### Records for the task
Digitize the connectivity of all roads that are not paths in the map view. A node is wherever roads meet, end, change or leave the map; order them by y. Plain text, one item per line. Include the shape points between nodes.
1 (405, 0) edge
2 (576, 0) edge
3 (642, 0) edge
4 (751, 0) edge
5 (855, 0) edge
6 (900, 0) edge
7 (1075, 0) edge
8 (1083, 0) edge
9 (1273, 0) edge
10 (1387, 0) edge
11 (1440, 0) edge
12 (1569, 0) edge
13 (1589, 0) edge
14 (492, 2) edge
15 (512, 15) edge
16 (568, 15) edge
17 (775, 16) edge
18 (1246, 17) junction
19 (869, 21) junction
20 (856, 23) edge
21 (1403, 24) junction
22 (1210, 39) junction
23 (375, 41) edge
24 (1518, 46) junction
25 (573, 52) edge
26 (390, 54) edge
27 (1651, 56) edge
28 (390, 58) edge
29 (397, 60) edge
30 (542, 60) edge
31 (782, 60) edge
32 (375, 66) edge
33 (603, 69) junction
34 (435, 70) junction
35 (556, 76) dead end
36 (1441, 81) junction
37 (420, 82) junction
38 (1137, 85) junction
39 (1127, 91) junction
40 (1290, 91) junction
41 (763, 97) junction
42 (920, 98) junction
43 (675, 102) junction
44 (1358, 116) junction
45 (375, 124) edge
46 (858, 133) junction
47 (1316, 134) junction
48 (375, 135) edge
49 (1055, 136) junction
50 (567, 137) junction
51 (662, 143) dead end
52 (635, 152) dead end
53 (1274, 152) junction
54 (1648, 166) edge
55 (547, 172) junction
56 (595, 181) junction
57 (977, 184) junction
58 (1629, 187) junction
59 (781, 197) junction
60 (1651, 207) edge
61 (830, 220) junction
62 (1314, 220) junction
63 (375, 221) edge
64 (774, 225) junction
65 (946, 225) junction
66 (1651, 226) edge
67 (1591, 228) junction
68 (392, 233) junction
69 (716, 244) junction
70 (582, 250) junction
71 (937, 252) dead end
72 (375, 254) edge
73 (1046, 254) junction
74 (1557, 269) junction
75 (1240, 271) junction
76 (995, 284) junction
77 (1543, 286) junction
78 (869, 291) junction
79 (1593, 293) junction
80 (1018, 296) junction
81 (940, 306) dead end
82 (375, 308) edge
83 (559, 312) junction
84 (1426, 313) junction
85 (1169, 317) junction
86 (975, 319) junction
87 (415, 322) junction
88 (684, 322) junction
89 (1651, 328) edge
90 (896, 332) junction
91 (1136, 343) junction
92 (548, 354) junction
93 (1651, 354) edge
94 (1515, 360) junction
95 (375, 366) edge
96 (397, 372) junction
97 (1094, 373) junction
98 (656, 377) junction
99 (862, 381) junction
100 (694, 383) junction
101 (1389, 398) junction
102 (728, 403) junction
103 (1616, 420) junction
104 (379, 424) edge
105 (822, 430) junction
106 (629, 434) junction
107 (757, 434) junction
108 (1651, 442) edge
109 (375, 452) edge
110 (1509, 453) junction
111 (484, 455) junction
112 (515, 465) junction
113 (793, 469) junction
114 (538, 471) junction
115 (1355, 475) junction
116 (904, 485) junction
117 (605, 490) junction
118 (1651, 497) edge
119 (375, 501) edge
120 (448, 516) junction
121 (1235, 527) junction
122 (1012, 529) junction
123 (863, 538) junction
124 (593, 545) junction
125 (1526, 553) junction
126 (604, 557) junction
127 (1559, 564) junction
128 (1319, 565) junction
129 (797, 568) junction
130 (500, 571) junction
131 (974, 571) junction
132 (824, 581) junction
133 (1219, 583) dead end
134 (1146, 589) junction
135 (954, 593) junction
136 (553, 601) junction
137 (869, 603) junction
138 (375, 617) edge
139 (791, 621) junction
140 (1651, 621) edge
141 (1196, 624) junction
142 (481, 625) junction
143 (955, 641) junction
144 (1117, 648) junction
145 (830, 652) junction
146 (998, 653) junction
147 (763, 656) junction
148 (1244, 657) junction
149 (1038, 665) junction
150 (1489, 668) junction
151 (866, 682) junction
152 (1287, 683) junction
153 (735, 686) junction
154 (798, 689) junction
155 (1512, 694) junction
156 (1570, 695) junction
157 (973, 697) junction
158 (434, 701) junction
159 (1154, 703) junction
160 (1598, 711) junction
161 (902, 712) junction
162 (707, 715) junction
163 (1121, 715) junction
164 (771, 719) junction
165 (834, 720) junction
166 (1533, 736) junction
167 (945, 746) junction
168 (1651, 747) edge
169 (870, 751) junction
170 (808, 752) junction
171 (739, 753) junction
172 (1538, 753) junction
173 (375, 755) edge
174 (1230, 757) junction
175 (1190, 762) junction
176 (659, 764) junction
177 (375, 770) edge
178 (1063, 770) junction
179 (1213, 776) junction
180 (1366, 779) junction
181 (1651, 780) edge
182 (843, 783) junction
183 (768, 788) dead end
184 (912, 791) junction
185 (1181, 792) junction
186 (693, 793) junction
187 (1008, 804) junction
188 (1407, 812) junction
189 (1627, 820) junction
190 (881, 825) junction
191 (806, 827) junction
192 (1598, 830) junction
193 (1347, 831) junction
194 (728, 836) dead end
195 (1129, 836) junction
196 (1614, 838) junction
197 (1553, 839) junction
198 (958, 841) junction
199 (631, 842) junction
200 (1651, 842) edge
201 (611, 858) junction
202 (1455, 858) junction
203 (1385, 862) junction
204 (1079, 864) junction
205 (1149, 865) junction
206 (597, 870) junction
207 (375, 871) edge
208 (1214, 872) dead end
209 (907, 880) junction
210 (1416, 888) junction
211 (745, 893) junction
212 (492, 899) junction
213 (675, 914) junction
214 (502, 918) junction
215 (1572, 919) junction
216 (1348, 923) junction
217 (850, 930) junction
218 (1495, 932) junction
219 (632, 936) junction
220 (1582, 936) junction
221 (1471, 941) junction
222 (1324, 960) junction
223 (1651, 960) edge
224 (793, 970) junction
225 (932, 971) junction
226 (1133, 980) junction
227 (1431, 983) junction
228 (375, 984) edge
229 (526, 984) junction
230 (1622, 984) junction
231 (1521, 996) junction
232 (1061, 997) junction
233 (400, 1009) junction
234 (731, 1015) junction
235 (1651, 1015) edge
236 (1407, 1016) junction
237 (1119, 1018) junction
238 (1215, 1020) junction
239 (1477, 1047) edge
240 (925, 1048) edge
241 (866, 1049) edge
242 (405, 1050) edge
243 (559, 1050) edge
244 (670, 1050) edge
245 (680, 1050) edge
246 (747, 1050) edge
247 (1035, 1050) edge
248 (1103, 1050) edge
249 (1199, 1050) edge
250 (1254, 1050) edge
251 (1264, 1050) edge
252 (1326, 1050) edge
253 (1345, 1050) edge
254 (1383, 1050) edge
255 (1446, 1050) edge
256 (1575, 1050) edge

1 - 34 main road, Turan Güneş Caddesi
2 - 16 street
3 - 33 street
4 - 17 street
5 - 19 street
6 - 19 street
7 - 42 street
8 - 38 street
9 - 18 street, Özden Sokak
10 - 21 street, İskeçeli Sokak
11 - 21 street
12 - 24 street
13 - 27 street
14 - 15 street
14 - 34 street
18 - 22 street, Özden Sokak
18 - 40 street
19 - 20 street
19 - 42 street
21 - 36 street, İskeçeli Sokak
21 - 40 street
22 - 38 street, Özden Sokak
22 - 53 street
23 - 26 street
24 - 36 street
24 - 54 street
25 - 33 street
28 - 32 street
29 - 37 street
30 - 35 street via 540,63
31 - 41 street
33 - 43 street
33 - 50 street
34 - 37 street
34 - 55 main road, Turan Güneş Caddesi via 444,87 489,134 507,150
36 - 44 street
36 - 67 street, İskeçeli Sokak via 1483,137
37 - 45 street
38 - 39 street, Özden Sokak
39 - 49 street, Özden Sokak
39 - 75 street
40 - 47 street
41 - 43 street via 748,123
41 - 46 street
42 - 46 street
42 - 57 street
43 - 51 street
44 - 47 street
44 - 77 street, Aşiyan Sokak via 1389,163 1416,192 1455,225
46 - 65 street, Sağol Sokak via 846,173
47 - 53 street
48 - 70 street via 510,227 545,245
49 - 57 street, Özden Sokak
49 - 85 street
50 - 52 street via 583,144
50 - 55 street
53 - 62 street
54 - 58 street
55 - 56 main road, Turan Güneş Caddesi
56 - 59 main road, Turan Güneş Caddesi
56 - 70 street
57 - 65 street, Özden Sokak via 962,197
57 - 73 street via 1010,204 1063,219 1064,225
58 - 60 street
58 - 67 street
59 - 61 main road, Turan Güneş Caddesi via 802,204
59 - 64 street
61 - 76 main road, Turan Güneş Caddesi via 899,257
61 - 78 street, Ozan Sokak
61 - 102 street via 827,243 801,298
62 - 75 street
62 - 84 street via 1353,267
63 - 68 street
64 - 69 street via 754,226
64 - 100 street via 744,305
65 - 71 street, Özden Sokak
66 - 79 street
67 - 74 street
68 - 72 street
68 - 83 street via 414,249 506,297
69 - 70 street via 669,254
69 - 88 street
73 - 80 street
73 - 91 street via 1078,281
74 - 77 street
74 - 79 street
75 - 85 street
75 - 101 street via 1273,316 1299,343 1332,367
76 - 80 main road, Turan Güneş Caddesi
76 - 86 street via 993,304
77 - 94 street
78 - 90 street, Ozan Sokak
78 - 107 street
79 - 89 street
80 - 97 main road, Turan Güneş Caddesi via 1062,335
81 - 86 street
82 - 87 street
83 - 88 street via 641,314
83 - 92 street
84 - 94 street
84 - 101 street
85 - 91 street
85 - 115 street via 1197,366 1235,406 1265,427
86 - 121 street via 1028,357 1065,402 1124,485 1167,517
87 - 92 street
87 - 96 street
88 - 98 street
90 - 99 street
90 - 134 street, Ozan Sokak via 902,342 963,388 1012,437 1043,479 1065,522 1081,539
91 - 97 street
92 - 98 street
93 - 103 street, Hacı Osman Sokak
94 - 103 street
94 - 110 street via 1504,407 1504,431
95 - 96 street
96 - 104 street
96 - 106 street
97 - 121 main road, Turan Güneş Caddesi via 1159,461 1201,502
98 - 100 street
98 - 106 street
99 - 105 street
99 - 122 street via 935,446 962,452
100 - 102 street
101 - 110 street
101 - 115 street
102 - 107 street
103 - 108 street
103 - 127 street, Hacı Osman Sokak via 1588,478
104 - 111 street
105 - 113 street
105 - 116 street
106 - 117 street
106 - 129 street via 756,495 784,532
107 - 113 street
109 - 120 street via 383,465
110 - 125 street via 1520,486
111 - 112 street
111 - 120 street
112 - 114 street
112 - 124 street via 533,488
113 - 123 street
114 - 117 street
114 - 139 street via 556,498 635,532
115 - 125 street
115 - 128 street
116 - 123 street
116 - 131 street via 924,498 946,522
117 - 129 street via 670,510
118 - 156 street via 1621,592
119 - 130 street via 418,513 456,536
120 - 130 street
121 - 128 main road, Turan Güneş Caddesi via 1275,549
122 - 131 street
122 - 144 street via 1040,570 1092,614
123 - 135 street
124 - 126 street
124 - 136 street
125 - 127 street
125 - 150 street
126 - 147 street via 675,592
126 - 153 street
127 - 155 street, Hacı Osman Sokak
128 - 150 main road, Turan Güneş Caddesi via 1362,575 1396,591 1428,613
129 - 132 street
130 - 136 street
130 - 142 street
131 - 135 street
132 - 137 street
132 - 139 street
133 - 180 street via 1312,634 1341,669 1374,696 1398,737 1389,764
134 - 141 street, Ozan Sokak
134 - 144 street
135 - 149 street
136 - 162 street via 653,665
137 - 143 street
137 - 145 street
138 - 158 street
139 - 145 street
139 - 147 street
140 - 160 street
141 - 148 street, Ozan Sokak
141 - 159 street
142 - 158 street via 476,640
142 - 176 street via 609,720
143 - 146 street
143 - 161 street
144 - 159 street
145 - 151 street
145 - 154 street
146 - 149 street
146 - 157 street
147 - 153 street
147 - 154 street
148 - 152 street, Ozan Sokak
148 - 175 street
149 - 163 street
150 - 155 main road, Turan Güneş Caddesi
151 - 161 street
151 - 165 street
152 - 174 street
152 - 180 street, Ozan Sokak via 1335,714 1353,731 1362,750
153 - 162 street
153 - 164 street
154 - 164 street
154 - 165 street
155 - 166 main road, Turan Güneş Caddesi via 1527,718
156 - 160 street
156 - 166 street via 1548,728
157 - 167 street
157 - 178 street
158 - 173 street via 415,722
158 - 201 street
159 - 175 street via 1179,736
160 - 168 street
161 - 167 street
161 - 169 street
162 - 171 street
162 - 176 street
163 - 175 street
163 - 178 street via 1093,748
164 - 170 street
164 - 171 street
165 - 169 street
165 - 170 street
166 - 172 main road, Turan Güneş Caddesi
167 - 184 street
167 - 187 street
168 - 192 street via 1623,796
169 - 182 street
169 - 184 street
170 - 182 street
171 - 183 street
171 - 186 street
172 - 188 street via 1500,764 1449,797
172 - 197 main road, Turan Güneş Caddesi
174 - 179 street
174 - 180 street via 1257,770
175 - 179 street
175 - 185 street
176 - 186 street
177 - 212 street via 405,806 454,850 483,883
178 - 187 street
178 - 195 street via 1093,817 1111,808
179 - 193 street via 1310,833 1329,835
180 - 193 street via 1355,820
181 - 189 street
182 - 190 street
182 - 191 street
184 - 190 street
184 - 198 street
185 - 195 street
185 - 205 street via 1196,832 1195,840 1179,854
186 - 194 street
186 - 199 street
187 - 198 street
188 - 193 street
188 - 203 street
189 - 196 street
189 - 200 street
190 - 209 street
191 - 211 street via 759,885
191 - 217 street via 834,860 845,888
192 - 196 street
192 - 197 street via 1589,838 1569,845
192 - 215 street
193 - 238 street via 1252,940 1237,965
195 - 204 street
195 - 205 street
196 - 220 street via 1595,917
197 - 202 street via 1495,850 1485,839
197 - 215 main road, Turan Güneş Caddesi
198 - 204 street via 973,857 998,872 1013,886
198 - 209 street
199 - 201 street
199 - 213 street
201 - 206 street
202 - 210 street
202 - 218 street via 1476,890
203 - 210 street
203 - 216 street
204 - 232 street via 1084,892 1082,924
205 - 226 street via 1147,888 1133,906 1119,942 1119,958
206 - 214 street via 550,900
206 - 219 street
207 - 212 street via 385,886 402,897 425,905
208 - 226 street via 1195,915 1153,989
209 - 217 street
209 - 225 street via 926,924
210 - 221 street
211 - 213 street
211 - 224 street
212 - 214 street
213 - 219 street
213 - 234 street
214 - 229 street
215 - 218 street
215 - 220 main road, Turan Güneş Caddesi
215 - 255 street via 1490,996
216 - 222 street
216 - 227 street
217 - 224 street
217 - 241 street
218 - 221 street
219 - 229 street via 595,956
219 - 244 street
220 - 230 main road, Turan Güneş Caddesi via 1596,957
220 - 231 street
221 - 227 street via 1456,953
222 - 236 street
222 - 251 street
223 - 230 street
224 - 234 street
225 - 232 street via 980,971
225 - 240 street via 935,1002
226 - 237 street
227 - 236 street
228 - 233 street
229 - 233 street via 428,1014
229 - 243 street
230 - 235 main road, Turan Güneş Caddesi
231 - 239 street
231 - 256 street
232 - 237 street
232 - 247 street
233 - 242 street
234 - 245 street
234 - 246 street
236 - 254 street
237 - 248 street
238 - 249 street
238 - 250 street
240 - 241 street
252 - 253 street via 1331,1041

### Assignment
Please tally the lines in the data above containing the string "İskeçeli", and give the number alone.

### Answer for the task
3